TASK DESCRIPTION
After locating "middle tip: (256, 128)" in the listing below, copy that line and each one after it exactly, ending with the line that has "pinky mcp: (508, 81)".

THE RECORDS
****************************************

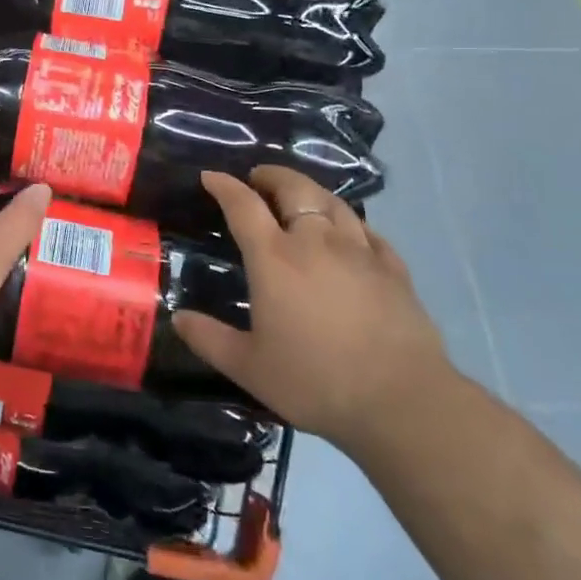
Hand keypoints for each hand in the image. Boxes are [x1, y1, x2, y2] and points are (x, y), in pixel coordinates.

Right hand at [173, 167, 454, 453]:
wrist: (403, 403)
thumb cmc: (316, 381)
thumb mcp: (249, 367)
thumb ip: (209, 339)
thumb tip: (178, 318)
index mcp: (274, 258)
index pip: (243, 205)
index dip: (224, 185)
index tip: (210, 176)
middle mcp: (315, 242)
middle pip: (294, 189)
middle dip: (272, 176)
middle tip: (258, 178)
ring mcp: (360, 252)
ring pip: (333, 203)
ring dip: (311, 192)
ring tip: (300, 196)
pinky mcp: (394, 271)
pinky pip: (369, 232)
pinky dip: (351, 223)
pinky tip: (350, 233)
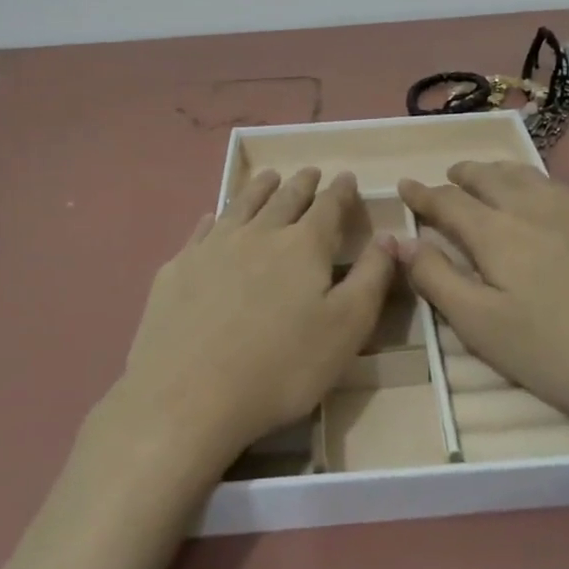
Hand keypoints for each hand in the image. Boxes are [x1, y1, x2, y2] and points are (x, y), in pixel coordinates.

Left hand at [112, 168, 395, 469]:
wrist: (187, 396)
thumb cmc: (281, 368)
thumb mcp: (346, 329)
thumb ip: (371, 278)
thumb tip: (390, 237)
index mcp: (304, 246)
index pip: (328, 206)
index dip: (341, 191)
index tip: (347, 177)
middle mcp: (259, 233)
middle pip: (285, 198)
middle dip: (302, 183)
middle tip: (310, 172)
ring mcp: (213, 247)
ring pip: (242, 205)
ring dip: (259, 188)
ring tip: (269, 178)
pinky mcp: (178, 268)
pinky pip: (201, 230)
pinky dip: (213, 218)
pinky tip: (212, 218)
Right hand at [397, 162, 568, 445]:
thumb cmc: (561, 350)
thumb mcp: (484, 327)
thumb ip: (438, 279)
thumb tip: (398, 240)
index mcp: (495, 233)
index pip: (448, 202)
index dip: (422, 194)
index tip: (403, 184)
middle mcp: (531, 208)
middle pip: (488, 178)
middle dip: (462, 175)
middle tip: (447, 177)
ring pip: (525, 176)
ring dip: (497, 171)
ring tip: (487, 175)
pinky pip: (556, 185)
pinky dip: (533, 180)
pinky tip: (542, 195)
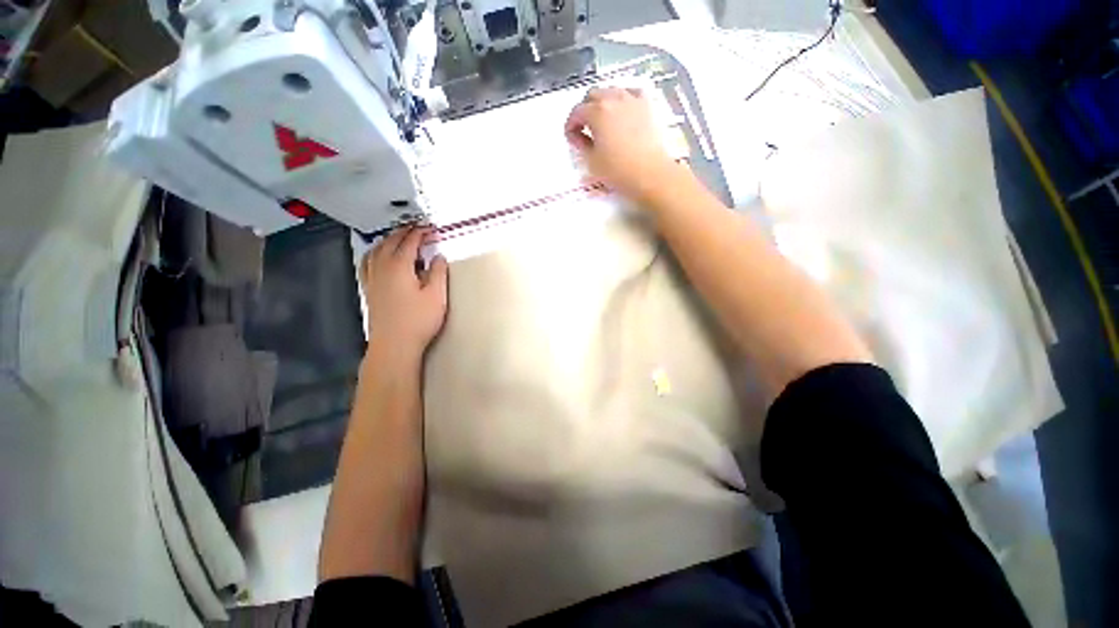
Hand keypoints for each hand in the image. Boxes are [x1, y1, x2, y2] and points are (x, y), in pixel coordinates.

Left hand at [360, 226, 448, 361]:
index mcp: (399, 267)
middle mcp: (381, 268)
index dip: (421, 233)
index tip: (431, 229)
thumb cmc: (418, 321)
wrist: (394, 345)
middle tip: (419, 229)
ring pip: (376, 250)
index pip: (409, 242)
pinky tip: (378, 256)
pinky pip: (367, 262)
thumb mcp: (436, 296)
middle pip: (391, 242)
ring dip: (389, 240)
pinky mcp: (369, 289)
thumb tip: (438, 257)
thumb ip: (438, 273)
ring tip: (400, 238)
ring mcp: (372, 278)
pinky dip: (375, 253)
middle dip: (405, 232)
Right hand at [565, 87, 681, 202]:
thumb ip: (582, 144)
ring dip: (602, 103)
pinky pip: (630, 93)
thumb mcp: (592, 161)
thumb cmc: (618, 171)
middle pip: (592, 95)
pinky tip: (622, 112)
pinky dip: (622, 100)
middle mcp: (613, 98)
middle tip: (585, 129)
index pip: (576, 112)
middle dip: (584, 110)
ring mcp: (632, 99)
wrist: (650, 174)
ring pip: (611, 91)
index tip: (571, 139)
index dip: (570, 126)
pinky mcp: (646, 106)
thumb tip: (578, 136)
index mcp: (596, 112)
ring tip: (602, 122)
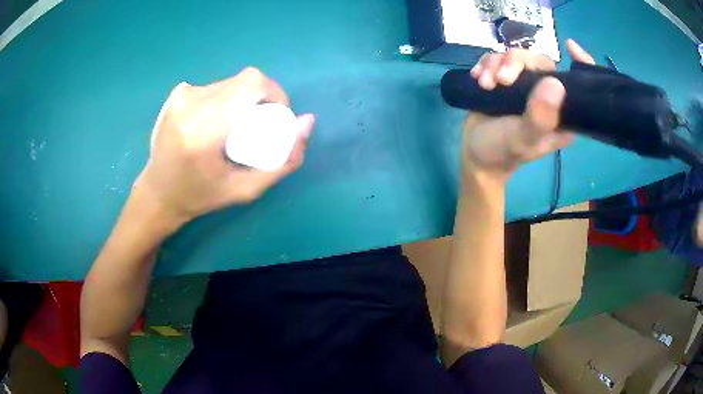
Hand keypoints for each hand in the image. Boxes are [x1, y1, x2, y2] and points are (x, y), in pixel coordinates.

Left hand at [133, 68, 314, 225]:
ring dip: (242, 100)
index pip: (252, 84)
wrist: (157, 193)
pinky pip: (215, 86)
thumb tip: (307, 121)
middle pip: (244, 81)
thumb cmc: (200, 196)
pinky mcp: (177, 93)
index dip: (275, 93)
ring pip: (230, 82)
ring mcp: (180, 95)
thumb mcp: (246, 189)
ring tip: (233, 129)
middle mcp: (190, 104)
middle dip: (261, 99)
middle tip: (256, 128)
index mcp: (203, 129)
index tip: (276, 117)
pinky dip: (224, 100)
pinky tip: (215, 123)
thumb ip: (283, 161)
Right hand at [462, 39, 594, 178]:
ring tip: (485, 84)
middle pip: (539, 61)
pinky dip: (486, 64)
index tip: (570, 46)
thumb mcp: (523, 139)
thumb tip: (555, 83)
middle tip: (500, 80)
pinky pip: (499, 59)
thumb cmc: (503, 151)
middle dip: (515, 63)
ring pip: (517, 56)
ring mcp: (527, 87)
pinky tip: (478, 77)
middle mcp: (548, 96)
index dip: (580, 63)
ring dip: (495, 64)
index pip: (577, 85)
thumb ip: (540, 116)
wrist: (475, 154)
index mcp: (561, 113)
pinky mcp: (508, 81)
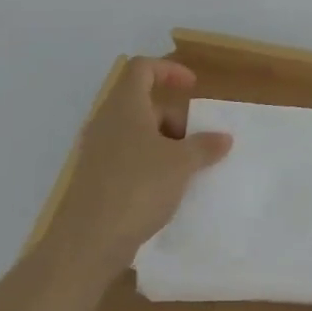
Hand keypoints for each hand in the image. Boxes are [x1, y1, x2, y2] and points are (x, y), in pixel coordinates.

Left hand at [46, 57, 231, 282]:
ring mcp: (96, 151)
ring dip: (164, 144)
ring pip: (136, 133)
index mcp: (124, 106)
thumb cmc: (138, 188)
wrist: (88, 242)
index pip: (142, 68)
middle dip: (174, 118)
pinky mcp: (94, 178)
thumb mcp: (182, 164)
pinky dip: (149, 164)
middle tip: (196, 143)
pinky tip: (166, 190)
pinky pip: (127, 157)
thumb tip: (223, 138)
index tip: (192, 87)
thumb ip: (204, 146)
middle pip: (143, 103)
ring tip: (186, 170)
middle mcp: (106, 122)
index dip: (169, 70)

****************************************

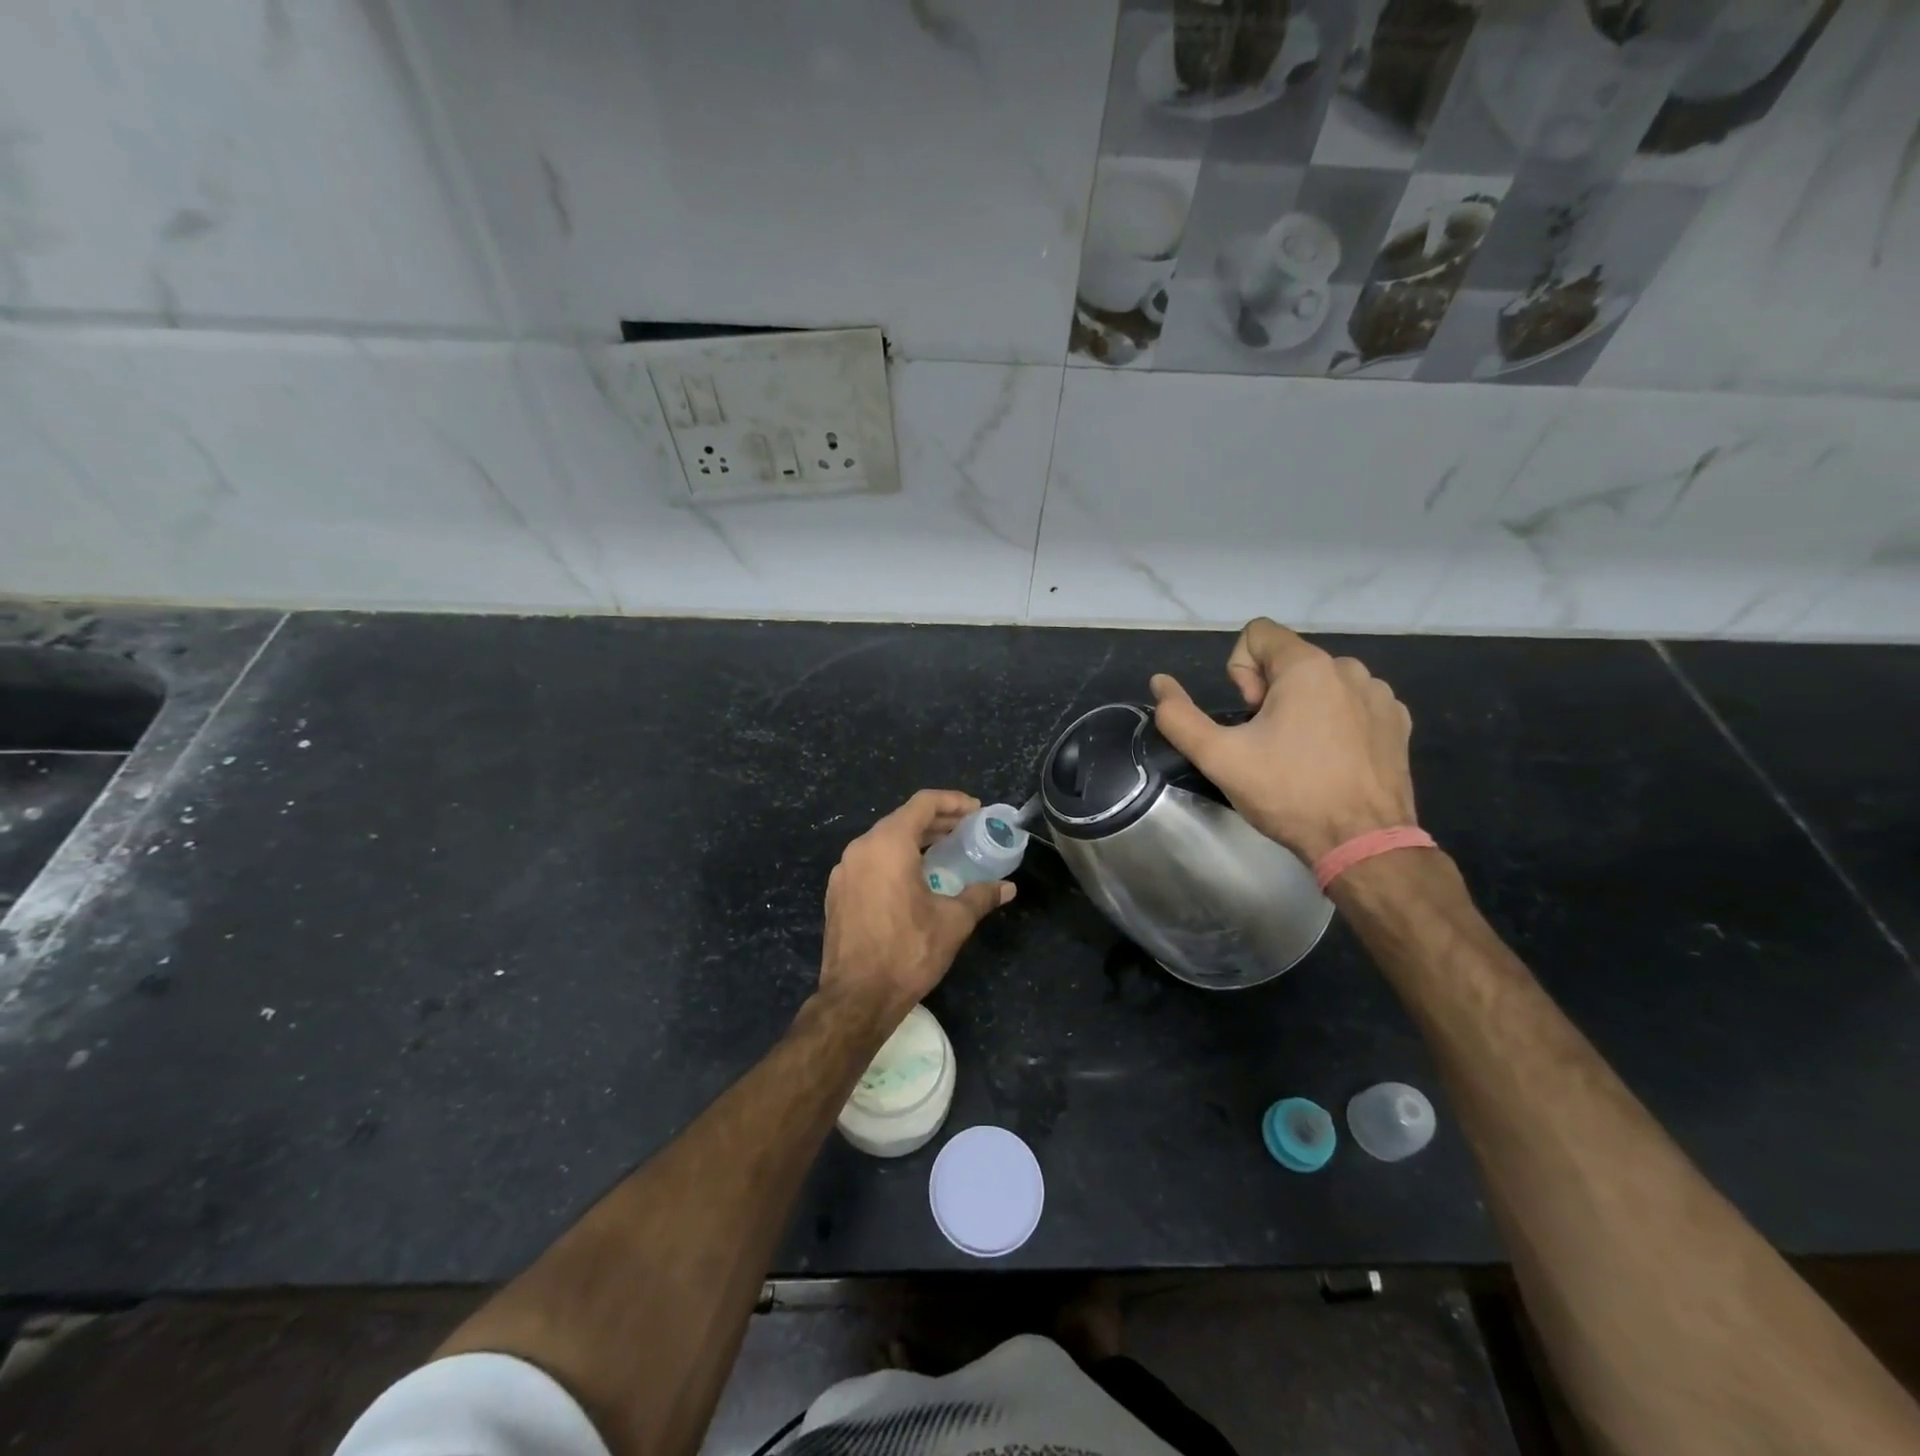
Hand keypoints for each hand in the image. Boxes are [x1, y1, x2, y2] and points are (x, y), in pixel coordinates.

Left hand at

****************************************

TASK SOLUTION
middle tip: (256, 128)
index mcp: (203, 129)
index tip: (276, 117)
pinky dip: (224, 100)
pinky tip: (215, 123)
thumb ip: (283, 161)
Right hand at [462, 39, 594, 178]:
ring tip: (485, 84)
middle pip: (539, 61)
pinky dip: (486, 64)
index tip: (570, 46)
thumb mcp: (523, 139)
thumb tip: (555, 83)
middle tip: (500, 80)
pinky pip: (499, 59)
thumb cmc: (503, 151)
middle dip: (515, 63)
ring pip: (517, 56)
ring mcp: (527, 87)
pinky tip: (478, 77)
middle mcp: (548, 96)
index dip: (580, 63)
ring dip: (495, 64)
index pip: (577, 85)
thumb ip: (540, 116)
wrist: (475, 154)
index mcp: (561, 113)
pinky mcp: (508, 81)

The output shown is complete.